Как раз в то время Жданов проводил встречи с композиторами и готовил "постановление" о музыке. Он любил оперу и, походя, спросил меня:
— У вас в Югославии есть опера?..
Жданов был единственным, кто пил апельсиновый сок. Он объяснил мне, что делает это из-за больного сердца.
— Насколько серьёзна ваша болезнь? — спросил я. Сдержанно улыбнувшись, он ответил с обычной иронией:
— Могу умереть в любой момент, а могу прожить очень долго…»
Отметим, что Жданов тогда оставался единственным трезвенником на вечеринках у Сталина. Врачи запретили ему спиртное, и любивший порой подпоить соратников вождь следил, чтобы товарищ Жданов эти запреты не нарушал. Хотя ещё год назад, по воспоминаниям Никиты Хрущёва, бывало и совсем иначе: «Как-то, уже после войны (меня в тот раз не было), когда все обедали у Сталина, то дообедались до такой степени, что Жданов уже не мог идти. Захотел он, как это раньше случалось, заночевать у Сталина. Не тут-то было. Сталин ему говорит: "У вас есть своя квартира". И буквально выпроводил его. Об этом мне рассказал Маленков. Но Маленков рассказывал в другом свете, считая, что Сталин прав. А мне было жалко человека. Ведь споил его Сталин»
.
Несмотря на стариковское злословие отставного Никиты Сергеевича, сцена представляется реальной и очень жизненной — обратим внимание и на панибратские отношения, и на известную бытовую грубоватость Сталина, вероятно, порой утомлявшегося от общительного Жданова, и явную ревность Маленкова к особым отношениям Жданова с вождём…

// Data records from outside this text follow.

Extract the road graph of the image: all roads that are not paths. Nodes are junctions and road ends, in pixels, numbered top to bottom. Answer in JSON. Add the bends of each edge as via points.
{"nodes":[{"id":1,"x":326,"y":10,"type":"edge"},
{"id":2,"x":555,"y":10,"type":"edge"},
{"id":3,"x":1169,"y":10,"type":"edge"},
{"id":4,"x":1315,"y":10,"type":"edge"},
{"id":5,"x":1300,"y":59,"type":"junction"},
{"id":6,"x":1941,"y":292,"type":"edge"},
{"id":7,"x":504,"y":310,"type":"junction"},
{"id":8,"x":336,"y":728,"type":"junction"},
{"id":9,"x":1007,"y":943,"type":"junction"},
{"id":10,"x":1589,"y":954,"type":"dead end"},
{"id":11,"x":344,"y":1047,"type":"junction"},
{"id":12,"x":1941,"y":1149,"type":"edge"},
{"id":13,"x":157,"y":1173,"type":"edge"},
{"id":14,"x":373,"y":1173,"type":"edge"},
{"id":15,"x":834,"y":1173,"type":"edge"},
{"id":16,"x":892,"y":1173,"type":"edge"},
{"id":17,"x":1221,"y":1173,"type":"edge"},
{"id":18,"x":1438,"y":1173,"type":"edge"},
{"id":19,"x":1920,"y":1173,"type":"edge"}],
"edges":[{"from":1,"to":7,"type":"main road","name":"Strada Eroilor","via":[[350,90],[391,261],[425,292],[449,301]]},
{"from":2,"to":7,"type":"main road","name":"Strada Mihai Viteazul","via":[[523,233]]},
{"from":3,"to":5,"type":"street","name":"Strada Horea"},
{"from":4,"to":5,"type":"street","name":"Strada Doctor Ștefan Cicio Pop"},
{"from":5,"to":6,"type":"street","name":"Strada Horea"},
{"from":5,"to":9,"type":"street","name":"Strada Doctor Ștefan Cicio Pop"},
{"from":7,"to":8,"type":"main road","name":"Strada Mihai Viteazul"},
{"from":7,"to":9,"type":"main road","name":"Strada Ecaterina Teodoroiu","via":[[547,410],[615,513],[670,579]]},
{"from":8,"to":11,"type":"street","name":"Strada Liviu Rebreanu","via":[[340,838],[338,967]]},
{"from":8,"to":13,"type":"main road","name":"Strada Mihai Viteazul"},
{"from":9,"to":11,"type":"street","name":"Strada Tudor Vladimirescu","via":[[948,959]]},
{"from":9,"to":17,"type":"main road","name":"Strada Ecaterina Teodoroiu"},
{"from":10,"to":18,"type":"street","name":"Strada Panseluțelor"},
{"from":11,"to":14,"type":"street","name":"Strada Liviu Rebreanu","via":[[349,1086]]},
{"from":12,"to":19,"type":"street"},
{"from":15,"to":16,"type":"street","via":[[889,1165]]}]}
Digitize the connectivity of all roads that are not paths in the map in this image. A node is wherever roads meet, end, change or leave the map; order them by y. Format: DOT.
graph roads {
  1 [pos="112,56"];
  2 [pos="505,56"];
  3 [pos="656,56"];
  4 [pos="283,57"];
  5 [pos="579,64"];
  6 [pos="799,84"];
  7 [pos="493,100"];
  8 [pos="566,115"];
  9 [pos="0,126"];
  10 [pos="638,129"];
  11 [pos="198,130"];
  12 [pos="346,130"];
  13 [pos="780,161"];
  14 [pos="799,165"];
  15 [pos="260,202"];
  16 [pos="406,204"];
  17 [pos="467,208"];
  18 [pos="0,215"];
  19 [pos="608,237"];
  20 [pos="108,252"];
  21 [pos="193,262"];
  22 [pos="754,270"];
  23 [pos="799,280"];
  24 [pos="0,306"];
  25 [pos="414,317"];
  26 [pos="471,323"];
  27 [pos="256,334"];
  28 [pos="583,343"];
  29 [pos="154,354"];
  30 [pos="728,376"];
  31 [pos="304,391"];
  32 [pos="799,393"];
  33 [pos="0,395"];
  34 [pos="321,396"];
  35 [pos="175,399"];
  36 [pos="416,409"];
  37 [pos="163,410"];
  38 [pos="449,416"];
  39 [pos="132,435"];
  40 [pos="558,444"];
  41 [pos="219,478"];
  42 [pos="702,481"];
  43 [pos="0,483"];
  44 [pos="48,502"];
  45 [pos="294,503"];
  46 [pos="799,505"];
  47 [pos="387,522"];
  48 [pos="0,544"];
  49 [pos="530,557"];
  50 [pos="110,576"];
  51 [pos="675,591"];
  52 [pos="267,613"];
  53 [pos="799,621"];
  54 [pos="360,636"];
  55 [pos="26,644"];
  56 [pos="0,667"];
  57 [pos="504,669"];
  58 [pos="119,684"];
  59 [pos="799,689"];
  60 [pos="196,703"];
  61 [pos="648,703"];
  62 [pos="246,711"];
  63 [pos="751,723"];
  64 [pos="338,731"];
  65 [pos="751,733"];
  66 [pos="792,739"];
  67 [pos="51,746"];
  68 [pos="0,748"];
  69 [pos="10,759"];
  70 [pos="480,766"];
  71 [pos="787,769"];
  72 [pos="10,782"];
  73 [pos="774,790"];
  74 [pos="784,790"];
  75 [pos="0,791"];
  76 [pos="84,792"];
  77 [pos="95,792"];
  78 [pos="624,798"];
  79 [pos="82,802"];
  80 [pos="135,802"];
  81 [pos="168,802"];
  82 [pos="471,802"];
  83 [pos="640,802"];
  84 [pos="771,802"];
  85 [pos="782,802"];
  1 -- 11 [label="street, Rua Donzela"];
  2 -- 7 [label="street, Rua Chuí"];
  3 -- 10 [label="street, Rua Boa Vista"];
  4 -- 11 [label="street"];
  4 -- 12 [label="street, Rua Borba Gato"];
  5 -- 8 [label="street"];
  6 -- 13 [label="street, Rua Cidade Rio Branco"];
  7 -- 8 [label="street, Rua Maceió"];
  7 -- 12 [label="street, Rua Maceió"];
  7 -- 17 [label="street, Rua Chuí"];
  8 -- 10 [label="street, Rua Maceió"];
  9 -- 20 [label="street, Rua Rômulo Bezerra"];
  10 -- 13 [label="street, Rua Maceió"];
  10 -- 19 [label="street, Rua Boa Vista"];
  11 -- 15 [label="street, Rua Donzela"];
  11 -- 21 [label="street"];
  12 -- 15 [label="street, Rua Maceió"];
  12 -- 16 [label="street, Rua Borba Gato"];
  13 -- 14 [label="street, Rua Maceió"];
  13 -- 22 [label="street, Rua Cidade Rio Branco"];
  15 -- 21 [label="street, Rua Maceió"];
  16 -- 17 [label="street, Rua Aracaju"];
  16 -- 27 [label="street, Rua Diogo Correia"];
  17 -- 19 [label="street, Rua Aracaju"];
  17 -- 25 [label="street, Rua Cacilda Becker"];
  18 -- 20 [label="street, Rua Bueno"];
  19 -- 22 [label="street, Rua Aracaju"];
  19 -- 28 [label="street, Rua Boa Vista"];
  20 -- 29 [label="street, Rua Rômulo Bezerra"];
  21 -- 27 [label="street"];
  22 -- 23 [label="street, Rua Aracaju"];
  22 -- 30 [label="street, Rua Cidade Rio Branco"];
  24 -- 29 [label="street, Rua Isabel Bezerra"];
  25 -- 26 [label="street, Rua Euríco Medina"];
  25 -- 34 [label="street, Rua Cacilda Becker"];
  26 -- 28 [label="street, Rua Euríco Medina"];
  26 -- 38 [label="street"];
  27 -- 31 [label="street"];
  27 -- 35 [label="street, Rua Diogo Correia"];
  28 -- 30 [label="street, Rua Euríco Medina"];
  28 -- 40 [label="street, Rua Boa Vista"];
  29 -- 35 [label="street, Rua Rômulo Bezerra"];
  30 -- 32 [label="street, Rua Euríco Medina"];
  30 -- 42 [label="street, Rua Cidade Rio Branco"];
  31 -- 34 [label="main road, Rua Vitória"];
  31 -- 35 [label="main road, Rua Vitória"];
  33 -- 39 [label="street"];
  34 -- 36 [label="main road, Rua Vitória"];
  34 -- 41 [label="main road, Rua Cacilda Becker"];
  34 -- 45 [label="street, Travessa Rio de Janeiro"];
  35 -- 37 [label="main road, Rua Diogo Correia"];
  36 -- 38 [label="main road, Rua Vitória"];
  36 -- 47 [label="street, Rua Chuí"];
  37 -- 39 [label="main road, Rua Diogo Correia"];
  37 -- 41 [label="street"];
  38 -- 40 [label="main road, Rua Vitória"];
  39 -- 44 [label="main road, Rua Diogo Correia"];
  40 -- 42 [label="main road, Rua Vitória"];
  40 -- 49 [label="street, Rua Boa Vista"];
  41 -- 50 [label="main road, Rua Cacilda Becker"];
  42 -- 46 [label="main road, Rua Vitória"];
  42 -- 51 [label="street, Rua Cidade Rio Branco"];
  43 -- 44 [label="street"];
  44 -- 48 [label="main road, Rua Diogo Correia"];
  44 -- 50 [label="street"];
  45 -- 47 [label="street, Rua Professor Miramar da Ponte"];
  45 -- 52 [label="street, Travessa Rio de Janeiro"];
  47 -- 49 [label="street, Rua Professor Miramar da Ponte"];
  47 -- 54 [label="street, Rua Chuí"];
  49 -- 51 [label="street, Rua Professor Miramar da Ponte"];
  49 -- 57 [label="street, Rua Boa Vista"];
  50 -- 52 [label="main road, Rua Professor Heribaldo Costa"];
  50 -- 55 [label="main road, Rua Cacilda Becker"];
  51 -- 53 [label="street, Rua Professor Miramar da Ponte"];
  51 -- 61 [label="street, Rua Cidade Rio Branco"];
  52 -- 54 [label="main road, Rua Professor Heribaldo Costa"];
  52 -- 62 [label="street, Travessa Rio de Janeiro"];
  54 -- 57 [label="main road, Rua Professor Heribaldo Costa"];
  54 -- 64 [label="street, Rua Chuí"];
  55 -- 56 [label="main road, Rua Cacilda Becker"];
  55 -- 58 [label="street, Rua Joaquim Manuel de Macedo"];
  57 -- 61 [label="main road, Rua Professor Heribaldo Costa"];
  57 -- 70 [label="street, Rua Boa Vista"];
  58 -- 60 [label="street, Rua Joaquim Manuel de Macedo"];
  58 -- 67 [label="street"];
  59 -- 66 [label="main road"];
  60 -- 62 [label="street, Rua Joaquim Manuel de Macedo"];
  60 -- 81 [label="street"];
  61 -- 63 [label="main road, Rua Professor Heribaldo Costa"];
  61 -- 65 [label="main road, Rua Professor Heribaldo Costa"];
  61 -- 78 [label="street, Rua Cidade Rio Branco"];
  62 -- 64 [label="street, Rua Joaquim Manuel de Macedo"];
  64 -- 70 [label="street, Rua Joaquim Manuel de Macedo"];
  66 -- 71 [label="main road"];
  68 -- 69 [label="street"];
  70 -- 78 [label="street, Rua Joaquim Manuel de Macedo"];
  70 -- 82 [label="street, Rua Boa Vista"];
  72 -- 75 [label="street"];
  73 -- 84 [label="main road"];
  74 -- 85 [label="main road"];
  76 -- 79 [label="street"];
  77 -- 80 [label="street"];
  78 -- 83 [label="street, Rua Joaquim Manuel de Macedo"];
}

Но вернёмся от алкоголя к большой политике. 10 февраля 1948 года, в тот день, когда Жданов и Сталин закончили редактировать постановление об опере Мурадели, куда больше внимания и времени у них заняла встреча с делегациями Болгарии и Югославии. Тогда, пожалуй, впервые открыто проявилось недовольство Сталина политикой Тито — обсуждали гипотетическую Балканскую федерацию и попытку ввода югославской дивизии в Албанию. Кстати, ещё летом 1947 года, готовя первое совещание Коминформа, Жданов предлагал покритиковать «ошибки слева» югославской компартии. Но тогда Сталин решил подождать с публичным осуждением самоуверенного поведения вчерашних партизан.